- Exercise inputs:
>>>

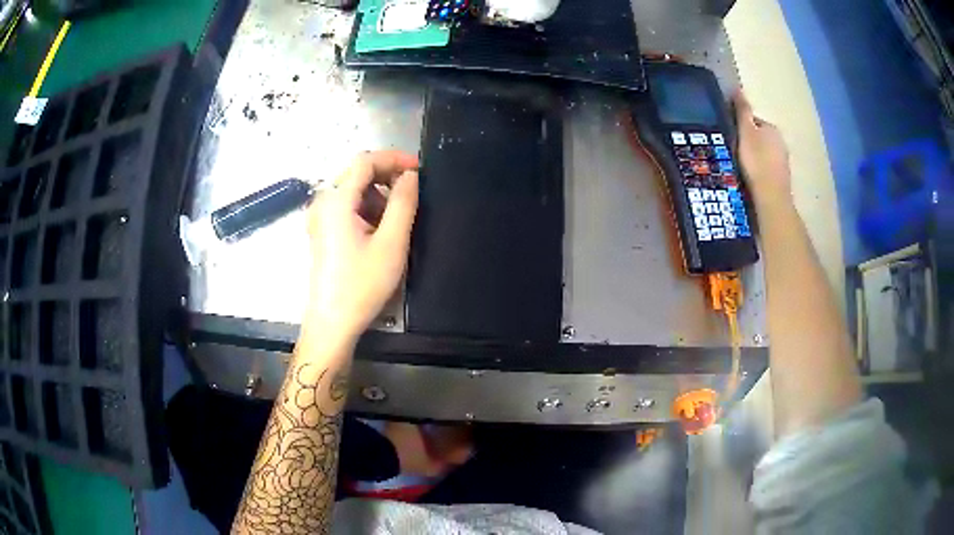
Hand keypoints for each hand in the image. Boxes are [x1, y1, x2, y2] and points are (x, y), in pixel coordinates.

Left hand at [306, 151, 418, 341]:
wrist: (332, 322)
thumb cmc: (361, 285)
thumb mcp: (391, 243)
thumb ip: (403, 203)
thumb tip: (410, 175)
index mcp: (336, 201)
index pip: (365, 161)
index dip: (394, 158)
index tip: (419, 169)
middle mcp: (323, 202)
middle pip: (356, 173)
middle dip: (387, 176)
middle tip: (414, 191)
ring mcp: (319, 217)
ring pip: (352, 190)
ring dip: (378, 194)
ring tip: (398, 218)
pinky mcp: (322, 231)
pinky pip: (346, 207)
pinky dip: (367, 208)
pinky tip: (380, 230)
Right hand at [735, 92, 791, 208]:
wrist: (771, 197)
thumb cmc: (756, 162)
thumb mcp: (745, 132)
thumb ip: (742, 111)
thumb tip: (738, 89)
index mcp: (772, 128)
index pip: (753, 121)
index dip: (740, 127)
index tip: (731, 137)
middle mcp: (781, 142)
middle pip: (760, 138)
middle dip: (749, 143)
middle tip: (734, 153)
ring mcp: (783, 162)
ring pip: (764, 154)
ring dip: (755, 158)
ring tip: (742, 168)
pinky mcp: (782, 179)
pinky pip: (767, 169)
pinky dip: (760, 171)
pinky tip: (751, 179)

<<<
>>>

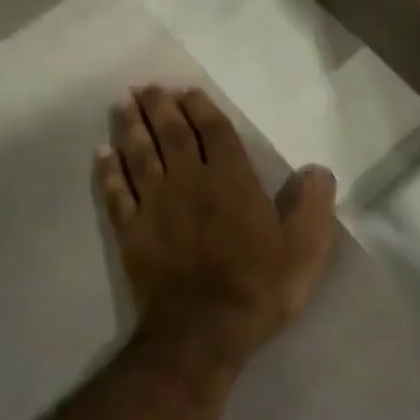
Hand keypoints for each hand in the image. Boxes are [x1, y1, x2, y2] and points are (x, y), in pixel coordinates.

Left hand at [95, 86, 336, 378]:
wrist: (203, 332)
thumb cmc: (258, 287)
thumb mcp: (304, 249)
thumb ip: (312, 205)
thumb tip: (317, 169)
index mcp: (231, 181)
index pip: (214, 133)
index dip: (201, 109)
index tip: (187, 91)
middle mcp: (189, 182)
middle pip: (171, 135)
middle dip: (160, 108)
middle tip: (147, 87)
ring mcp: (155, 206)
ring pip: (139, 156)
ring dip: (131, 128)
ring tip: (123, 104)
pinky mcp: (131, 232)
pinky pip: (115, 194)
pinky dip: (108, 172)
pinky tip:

<<<

- Work request:
Of the entries above, repeat exactly the lines between the line with "thumb cmc: (756, 162)" and the line with "pinky tip: (751, 179)", inclusive, and no others.

- Exercise solution:
thumb cmc: (756, 162)
thumb mcp: (745, 132)
thumb ip: (742, 111)
thumb tip: (738, 89)
index mcp: (772, 128)
index pip: (753, 121)
index dip: (740, 127)
index tip: (731, 137)
middle mcp: (781, 142)
middle pip: (760, 138)
middle dip: (749, 143)
middle tip: (734, 153)
ring mcp: (783, 162)
ring pip: (764, 154)
ring dip: (755, 158)
ring tip: (742, 168)
pinky mcp: (782, 179)
pinky pip: (767, 169)
pinky dip: (760, 171)
pinky tip: (751, 179)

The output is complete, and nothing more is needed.